EXERCISE DETAILS: Report back every line below that carries the word "Trail".

Data excerpts:

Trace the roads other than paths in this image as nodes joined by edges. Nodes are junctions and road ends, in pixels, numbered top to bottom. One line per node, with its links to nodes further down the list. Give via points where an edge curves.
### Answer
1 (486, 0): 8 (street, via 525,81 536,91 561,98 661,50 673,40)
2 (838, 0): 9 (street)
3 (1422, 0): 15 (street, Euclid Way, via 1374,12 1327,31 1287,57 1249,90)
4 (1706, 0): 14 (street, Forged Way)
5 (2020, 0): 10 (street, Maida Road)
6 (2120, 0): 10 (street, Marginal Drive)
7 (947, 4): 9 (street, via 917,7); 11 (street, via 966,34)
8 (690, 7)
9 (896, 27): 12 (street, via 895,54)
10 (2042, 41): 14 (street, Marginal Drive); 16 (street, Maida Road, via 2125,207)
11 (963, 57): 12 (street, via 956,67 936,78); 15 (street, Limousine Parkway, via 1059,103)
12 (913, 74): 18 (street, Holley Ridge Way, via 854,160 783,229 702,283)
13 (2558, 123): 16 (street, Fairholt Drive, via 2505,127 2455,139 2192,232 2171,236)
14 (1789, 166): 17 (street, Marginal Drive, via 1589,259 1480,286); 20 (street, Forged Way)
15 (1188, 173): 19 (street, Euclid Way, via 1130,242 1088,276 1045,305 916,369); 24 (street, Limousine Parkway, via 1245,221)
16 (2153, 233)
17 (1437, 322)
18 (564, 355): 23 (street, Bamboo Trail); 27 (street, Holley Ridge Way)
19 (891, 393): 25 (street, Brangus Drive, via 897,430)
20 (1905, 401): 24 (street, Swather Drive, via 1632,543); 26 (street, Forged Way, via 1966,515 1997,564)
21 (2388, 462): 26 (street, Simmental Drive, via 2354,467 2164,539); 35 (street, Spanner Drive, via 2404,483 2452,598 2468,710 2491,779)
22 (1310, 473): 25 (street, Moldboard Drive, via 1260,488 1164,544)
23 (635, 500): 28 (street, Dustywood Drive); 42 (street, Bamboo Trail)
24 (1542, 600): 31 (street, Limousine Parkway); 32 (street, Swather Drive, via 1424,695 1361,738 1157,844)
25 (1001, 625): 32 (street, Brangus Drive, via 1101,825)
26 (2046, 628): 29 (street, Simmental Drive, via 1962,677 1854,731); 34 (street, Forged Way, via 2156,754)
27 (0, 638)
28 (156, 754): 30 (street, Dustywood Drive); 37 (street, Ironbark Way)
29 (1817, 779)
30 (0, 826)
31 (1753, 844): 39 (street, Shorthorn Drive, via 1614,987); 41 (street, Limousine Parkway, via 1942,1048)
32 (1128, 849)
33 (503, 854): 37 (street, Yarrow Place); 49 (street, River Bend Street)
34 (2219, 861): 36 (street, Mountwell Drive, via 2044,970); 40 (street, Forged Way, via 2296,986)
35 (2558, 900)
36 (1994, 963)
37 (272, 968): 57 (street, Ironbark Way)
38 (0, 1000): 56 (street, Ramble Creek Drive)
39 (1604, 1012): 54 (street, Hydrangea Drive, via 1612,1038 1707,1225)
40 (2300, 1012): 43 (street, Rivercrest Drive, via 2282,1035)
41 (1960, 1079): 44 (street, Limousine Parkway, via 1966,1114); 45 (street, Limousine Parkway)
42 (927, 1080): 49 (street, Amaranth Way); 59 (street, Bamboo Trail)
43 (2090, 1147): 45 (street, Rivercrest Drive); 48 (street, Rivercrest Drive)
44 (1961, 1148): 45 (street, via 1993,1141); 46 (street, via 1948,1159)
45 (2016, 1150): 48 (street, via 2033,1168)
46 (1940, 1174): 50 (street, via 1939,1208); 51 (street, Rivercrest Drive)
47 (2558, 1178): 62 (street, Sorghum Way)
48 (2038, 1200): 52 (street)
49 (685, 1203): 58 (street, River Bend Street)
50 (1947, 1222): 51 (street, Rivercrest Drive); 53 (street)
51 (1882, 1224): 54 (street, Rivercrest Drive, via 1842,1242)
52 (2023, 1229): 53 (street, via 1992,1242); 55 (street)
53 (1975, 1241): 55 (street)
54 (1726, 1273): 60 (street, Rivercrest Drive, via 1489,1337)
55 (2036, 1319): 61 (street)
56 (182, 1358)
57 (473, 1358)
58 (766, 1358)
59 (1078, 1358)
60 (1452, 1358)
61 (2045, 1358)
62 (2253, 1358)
---
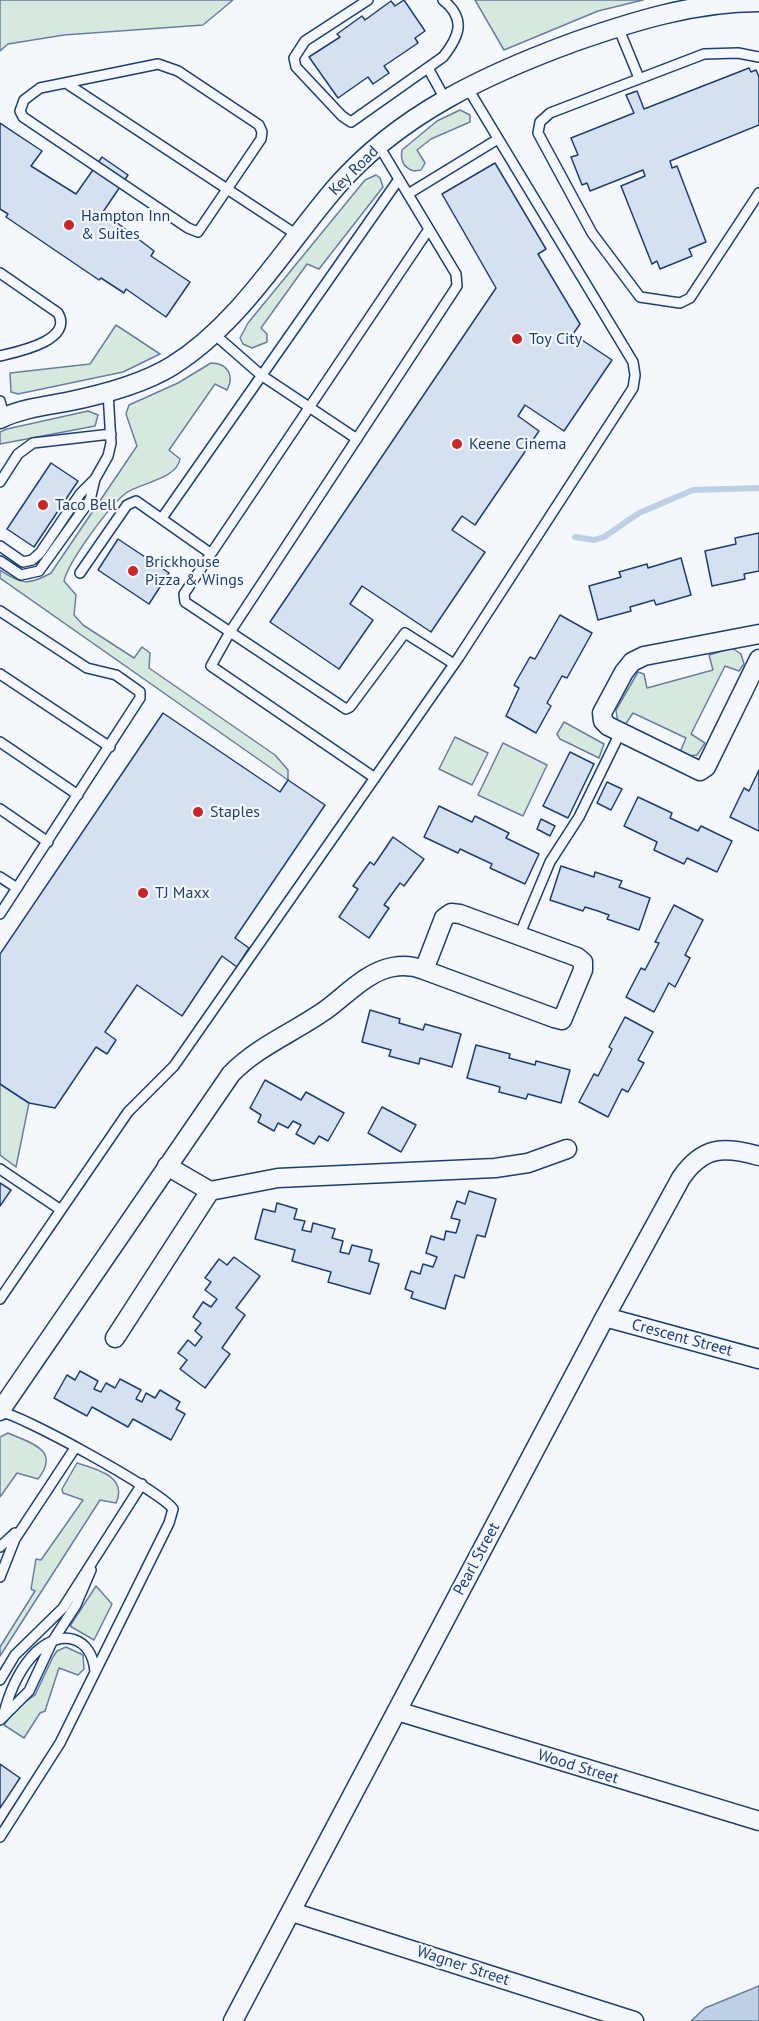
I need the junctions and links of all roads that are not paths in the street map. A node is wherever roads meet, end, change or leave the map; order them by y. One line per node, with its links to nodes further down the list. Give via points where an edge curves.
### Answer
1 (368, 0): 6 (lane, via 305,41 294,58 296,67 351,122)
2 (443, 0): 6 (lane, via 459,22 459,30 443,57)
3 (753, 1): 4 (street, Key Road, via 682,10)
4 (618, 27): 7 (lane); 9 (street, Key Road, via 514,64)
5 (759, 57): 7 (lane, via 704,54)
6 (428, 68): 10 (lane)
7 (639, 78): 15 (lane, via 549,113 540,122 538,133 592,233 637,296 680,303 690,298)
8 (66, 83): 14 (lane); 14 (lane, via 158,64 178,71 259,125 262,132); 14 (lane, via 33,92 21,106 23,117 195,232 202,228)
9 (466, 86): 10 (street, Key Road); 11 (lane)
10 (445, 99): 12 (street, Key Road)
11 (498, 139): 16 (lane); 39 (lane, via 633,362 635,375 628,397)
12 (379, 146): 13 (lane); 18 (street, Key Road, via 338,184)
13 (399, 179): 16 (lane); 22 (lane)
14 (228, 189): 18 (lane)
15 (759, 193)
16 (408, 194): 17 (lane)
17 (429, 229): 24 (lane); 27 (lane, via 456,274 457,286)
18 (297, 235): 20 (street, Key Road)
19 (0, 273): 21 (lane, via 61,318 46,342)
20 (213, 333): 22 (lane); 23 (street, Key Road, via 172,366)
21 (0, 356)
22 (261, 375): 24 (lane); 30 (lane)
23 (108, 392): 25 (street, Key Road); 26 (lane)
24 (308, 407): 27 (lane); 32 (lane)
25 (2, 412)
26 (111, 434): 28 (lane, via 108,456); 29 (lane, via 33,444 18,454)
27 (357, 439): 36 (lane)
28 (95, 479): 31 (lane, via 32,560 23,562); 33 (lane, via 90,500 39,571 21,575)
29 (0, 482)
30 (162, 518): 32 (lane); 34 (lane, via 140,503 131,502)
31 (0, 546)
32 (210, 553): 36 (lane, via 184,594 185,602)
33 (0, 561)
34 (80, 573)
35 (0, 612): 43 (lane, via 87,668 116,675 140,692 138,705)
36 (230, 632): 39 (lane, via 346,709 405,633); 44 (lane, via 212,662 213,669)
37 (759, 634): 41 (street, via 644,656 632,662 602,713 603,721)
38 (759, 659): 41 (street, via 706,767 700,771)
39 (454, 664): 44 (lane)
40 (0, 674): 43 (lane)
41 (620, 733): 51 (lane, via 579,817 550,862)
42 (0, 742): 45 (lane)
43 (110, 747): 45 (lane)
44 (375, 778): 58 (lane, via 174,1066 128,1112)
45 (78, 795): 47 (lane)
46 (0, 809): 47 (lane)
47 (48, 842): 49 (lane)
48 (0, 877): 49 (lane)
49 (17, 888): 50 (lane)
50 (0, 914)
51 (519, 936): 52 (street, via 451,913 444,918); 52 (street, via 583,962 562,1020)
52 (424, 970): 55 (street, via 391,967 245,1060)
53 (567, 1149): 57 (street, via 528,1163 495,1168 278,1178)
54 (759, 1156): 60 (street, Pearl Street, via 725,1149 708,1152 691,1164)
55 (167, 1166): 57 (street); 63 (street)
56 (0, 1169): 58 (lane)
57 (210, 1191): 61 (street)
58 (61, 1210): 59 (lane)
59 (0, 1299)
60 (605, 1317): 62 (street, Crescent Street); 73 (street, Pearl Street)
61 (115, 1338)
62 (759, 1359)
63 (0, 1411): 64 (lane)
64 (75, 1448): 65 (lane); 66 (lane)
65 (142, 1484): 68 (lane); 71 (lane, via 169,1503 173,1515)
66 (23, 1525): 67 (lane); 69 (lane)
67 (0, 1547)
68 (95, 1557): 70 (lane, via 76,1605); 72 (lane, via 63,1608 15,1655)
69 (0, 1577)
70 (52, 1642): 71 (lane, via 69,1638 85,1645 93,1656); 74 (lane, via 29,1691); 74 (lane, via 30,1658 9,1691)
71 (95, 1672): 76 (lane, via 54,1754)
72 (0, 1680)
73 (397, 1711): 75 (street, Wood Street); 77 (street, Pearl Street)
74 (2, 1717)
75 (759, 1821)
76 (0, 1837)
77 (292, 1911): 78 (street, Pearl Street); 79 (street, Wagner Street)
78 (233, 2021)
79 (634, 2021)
...
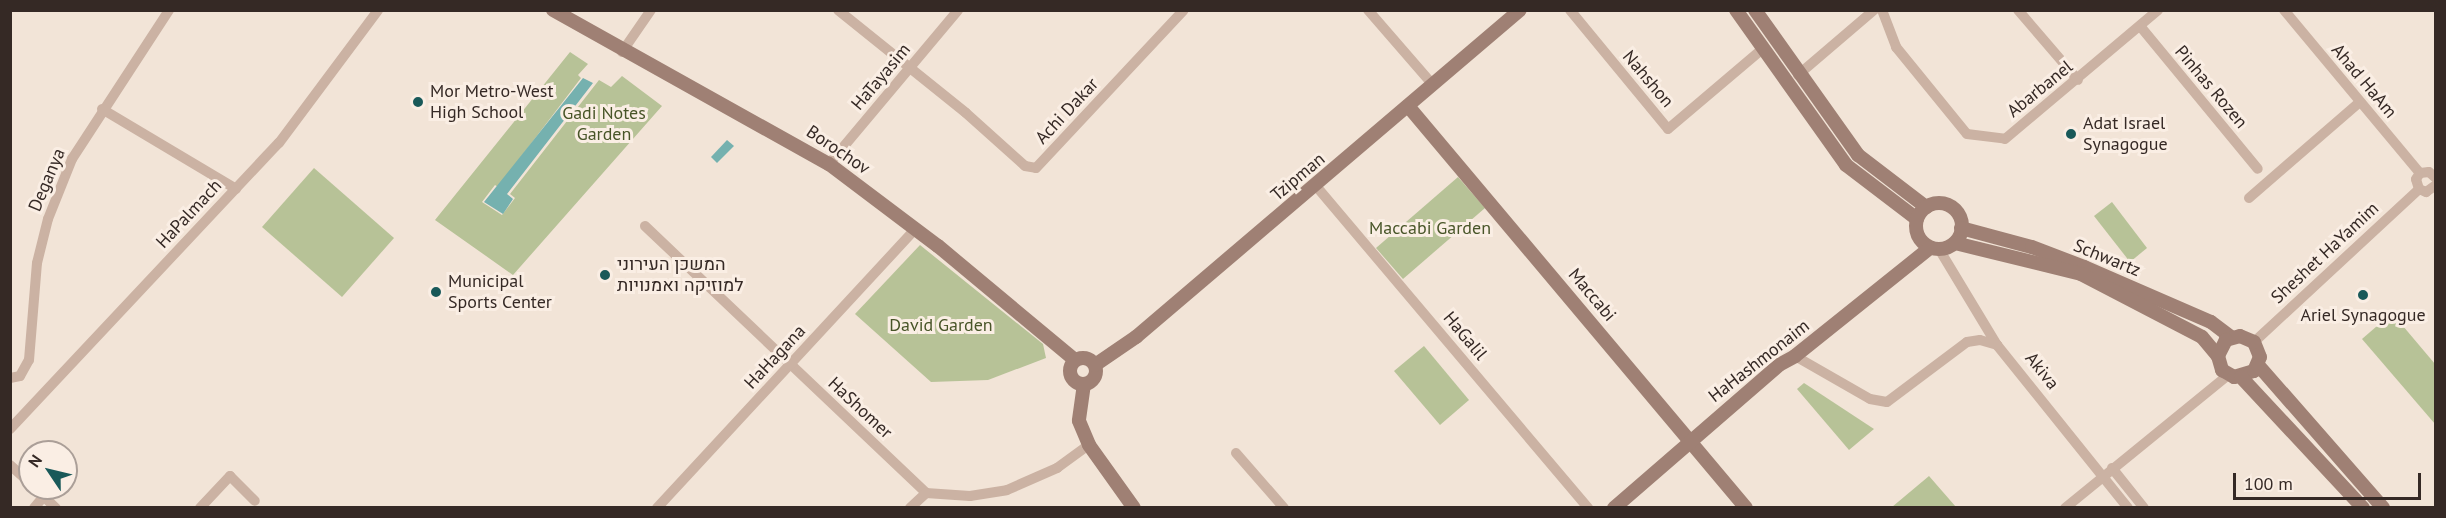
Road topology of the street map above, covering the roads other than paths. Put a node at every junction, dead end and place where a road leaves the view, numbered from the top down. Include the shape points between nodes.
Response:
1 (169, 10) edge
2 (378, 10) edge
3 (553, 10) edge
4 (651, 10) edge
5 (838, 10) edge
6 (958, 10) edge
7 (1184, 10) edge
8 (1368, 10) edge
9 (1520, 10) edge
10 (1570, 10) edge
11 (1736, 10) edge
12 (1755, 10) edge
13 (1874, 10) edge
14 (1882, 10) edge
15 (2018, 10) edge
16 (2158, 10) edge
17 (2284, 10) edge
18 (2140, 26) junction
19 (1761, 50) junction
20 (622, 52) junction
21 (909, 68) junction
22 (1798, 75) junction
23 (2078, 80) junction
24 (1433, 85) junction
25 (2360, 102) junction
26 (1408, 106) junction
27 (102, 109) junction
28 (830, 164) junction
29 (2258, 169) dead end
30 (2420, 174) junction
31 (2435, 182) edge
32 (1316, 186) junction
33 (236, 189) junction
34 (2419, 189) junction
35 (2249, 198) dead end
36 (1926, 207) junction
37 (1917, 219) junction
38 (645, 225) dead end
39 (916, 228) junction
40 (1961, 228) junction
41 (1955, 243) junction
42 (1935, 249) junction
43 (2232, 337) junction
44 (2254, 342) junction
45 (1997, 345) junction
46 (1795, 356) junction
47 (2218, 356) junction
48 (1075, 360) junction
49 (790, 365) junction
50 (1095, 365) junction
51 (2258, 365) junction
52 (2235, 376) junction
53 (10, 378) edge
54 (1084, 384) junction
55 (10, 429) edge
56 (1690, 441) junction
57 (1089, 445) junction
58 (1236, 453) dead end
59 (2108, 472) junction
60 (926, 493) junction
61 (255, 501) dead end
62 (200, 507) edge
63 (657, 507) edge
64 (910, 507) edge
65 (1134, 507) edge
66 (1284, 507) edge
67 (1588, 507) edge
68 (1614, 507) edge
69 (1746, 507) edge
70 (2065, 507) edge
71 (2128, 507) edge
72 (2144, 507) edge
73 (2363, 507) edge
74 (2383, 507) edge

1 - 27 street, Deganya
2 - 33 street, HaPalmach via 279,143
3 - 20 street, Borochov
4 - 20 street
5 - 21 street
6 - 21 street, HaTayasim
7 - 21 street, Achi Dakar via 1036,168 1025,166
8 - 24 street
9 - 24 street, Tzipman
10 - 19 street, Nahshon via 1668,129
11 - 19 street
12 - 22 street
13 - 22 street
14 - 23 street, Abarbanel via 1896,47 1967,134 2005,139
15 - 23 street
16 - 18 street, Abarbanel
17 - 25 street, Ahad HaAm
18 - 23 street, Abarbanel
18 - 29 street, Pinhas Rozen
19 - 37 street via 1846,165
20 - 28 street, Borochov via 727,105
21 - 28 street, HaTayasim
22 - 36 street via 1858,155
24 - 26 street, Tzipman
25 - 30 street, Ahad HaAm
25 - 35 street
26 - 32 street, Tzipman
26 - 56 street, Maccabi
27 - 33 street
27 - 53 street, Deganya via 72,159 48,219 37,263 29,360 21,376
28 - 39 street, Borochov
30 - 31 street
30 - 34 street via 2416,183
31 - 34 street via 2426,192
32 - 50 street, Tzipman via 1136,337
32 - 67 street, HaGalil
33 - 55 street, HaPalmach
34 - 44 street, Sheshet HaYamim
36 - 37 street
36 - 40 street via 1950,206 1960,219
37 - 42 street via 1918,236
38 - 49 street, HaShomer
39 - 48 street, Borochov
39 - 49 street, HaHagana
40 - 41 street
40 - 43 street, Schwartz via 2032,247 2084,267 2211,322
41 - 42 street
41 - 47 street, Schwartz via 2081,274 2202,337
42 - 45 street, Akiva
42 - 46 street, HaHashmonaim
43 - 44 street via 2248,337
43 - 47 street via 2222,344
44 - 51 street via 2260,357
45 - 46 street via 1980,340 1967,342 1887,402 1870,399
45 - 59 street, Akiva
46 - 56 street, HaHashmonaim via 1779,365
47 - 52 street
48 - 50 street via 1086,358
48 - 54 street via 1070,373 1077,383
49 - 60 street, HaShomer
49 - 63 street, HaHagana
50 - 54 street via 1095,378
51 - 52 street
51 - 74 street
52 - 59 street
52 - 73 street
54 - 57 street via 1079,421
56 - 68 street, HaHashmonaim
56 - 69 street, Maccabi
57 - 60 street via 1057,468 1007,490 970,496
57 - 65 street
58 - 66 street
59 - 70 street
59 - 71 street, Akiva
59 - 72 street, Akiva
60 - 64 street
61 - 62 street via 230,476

RESPONSE:
18 (564, 355): 23 (street, Bamboo Trail); 27 (street, Holley Ridge Way)
23 (635, 500): 28 (street, Dustywood Drive); 42 (street, Bamboo Trail)
42 (927, 1080): 49 (street, Amaranth Way); 59 (street, Bamboo Trail)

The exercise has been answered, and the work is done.